The Internet is a big part of this process. Just as the floodgates of porn permit people to “have sex” without ever meeting another person, so too the torrents of one-sided, narrow-minded political opinion on the web close out the possibility of real debate. People don’t exchange bodily fluids or ideas so much now. A great deal of political content online now is, in reality, just another kind of porn. People engage it to feel good, nothing more, nothing less.

That’s not inherently a sin. Woody Allen famously said of masturbation, “don’t knock my hobbies” and so I won’t criticize all the people politically self-pleasuring. It is necessary and worthwhile, in small doses. But it’s a lonely hobby and not one that will produce much in the long run. There’s more to life than yourself, you see.

What I am suggesting to the millions of political porn fans out there, is that they try some actual intercourse. True, some effort is involved: you have to actually engage with someone else. You actually have to pay attention to what they feel, think and say. You actually have to tolerate things that aren’t just for your gratification. You have to give, not just take. There is friction involved, disappointment and mess.

And it’s not quick. One thing you’ll find, if you try this, is that you need time with another person for you both to get something out of it. Rapid short form messaging or posting ain’t the way to do that. You may feel good firing off your statements, but if the other person’s feelings don’t matter, you’re just masturbating to an audience. But that’s a lot of what you find, when you try to communicate with people on the Internet.

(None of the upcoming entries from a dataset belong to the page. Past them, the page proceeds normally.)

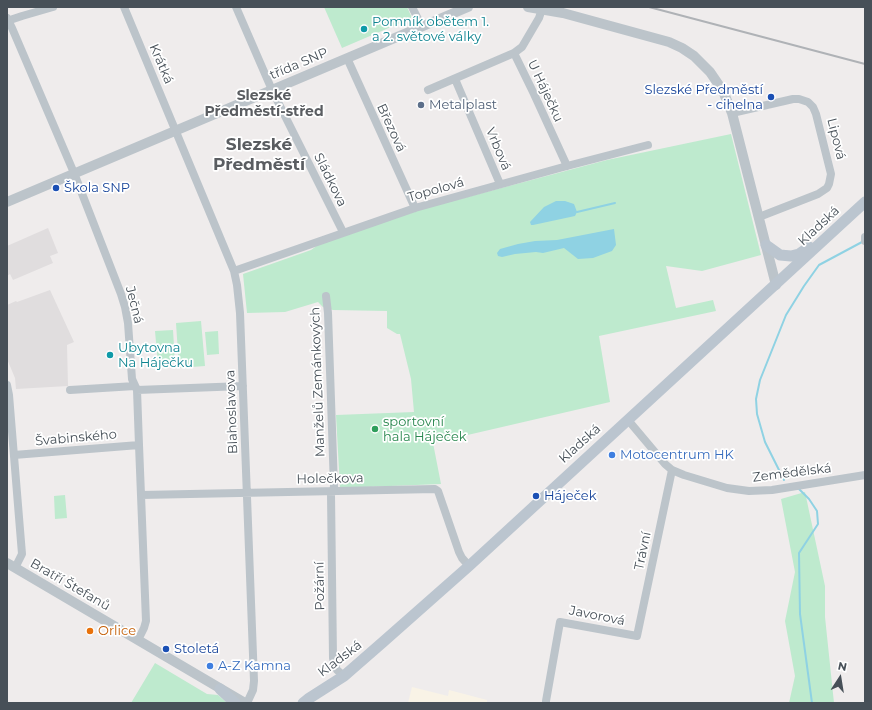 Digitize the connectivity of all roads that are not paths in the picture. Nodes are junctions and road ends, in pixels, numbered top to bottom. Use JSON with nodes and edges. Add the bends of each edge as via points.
{"nodes":[{"id":1,"x":30,"y":7,"type":"edge"},
{"id":2,"x":53,"y":7,"type":"edge"},
{"id":3,"x":124,"y":7,"type":"edge"},
{"id":4,"x":236,"y":7,"type":"edge"},
{"id":5,"x":412,"y":7,"type":"edge"},
{"id":6,"x":468,"y":7,"type":"edge"},
{"id":7,"x":528,"y":7,"type":"edge"},
{"id":8,"x":542,"y":9,"type":"junction"},
{"id":9,"x":22,"y":16,"type":"junction"},
{"id":10,"x":7,"y":20,"type":"edge"},
{"id":11,"x":422,"y":27,"type":"junction"},
{"id":12,"x":514,"y":53,"type":"junction"},
{"id":13,"x":347,"y":58,"type":"junction"},
{"id":14,"x":455,"y":79,"type":"junction"},
{"id":15,"x":272,"y":90,"type":"junction"},
{"id":16,"x":428,"y":90,"type":"dead end"},
{"id":17,"x":732,"y":113,"type":"junction"},
{"id":18,"x":176,"y":131,"type":"junction"},
{"id":19,"x":648,"y":145,"type":"dead end"},
{"id":20,"x":567,"y":166,"type":"junction"},
{"id":21,"x":74,"y":173,"type":"junction"},
{"id":22,"x":500,"y":184,"type":"junction"},
{"id":23,"x":7,"y":202,"type":"edge"},
{"id":24,"x":865,"y":202,"type":"edge"},
{"id":25,"x":415,"y":208,"type":"junction"},
{"id":26,"x":759,"y":217,"type":"junction"},
{"id":27,"x":343,"y":232,"type":"junction"},
{"id":28,"x":833,"y":232,"type":"junction"},
{"id":29,"x":865,"y":237,"type":"edge"},
{"id":30,"x":865,"y":241,"type":"edge"},
{"id":31,"x":766,"y":245,"type":"junction"},
{"id":32,"x":234,"y":271,"type":"junction"},
{"id":33,"x":776,"y":285,"type":"junction"},
{"id":34,"x":326,"y":296,"type":"dead end"},
{"id":35,"x":7,"y":385,"type":"edge"},
{"id":36,"x":243,"y":386,"type":"junction"},
{"id":37,"x":136,"y":388,"type":"junction"},
{"id":38,"x":70,"y":390,"type":"dead end"},
{"id":39,"x":8,"y":395,"type":"edge"},
{"id":40,"x":628,"y":420,"type":"junction"},
{"id":41,"x":139,"y":445,"type":"junction"},
{"id":42,"x":14,"y":455,"type":"junction"},
{"id":43,"x":672,"y":470,"type":"junction"},
{"id":44,"x":865,"y":475,"type":"edge"},
{"id":45,"x":332,"y":491,"type":"junction"},
{"id":46,"x":247,"y":493,"type":"junction"},
{"id":47,"x":141,"y":495,"type":"junction"},
{"id":48,"x":10,"y":566,"type":"edge"},
{"id":49,"x":469,"y":566,"type":"junction"},
{"id":50,"x":637,"y":636,"type":"joint"},
{"id":51,"x":138,"y":640,"type":"junction"},
{"id":52,"x":344,"y":676,"type":"junction"},
{"id":53,"x":220,"y":689,"type":"junction"},
{"id":54,"x":305,"y":701,"type":"edge"},
{"id":55,"x":546,"y":701,"type":"dead end"},
{"id":56,"x":235,"y":703,"type":"edge"},
{"id":57,"x":246,"y":703,"type":"edge"},
{"id":58,"x":297,"y":703,"type":"edge"}],
"edges":[{"from":1,"to":9,"type":"street"},
{"from":2,"to":9,"type":"street"},
{"from":3,"to":18,"type":"street","name":"Krátká"},
{"from":4,"to":15,"type":"street","name":"Sládkova"},
{"from":5,"to":11,"type":"street"},
{"from":6,"to":11,"type":"street","name":"třída SNP"},
{"from":7,"to":8,"type":"street"},
{"from":8,"to":12,"type":"street","name":"U Háječku","via":[[522,47]]},
{"from":8,"to":17,"type":"street","via":[[651,36],[682,48],[710,72],[723,91]]},
{"from":9,"to":10,"type":"street"},
{"from":10,"to":21,"type":"street","name":"Ječná"},
{"from":11,"to":13,"type":"street","name":"třída SNP"},
{"from":12,"to":14,"type":"street"},
{"from":12,"to":20,"type":"street","name":"U Háječku"},
{"from":13,"to":15,"type":"street","name":"třída SNP"},
{"from":13,"to":25,"type":"street","name":"Březová"},
{"from":14,"to":16,"type":"street"},
{"from":14,"to":22,"type":"street","name":"Vrbová"},
{"from":15,"to":18,"type":"street","name":"třída SNP"},
{"from":15,"to":27,"type":"street","name":"Sládkova"},
{"from":17,"to":26,"type":"street"},
{"from":17,"to":26,"type":"street","name":"Lipová","via":[[799,99],[808,102],[816,114],[831,174],[829,184],[818,194]]},
{"from":18,"to":21,"type":"street","name":"třída SNP"},
{"from":18,"to":32,"type":"street","name":"Blahoslavova"},
{"from":19,"to":20,"type":"street","name":"Topolová"},
{"from":20,"to":22,"type":"street","name":"Topolová"},
{"from":21,"to":23,"type":"street","name":"třída SNP"},
{"from":21,"to":37,"type":"street","name":"Ječná","via":[[125,307],[132,379]]},
{"from":22,"to":25,"type":"street","name":"Topolová"},
{"from":24,"to":28,"type":"main road","name":"Kladská"},
{"from":25,"to":27,"type":"street","name":"Topolová"},
{"from":26,"to":31,"type":"street"},
{"from":27,"to":32,"type":"street","name":"Topolová"},
{"from":28,"to":31,"type":"main road","via":[[794,256],[780,255]]},
{"from":28,"to":33,"type":"main road","name":"Kladská"},
{"from":29,"to":30,"type":"street"},
{"from":31,"to":33,"type":"street"},
{"from":32,"to":36,"type":"street","name":"Blahoslavova","via":[[239,298]]},
{"from":33,"to":40,"type":"main road","name":"Kladská"},
{"from":34,"to":45,"type":"street","name":"Manželů Zemánkových","via":[[334,487]]},
{"from":35,"to":39,"type":"street"},
{"from":36,"to":37,"type":"street"},
{"from":36,"to":46,"type":"street","name":"Blahoslavova"},
{"from":37,"to":38,"type":"street"},
{"from":37,"to":41,"type":"street","name":"Ječná"},
{"from":39,"to":42,"type":"street"},
{"from":40,"to":43,"type":"street","name":"Zemědělská"},
{"from":40,"to":49,"type":"main road","name":"Kladská"},
{"from":41,"to":42,"type":"street","name":"Švabinského"},
{"from":41,"to":47,"type":"street","name":"Ječná"},
{"from":42,"to":48,"type":"street","via":[[22,554]]},
{"from":43,"to":44,"type":"street","name":"Zemědělská","via":[[727,488],[749,491],[772,490]]},
{"from":43,"to":50,"type":"street","name":"Trávní"},
{"from":45,"to":46,"type":"street","name":"Holečkova"},
{"from":45,"to":49,"type":"street","name":"Holečkova","via":[[437,490],[459,552]]},
{"from":45,"to":52,"type":"street","name":"Požární","via":[[333,658]]},
{"from":46,"to":47,"type":"street","name":"Holečkova"},
{"from":46,"to":57,"type":"street","name":"Blahoslavova","via":[[254,681],[253,690]]},
{"from":47,"to":51,"type":"street","name":"Ječná","via":[[146,621]]},
{"from":48,"to":51,"type":"street","name":"Bratří Štefanů"},
{"from":49,"to":52,"type":"main road","name":"Kladská"},
{"from":50,"to":55,"type":"street","name":"Javorová","via":[[560,622]]},
{"from":51,"to":53,"type":"street","name":"Bratří Štefanů"},
{"from":52,"to":54,"type":"main road","name":"Kladská"},
{"from":53,"to":56,"type":"main road"},
{"from":53,"to":57,"type":"street","name":"Bratří Štefanů"},
{"from":54,"to":58,"type":"main road","name":"Kladská"}]}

Yesterday I tried to have a nuanced Twitter debate about state funding for education. It was hopeless. My correspondents, who brand themselves very conservative I’m sure, were not interested in a discussion: they wanted to ejaculate slogans at me, and at each other. Eventually one even gave up on words and just posted a cartoon to convey his contempt for what I was saying (it didn’t matter that I wasn’t saying anything like that – listening to me didn’t get his rocks off). Fortunately I had some Real World activities to pursue, and I left them to stroke each other.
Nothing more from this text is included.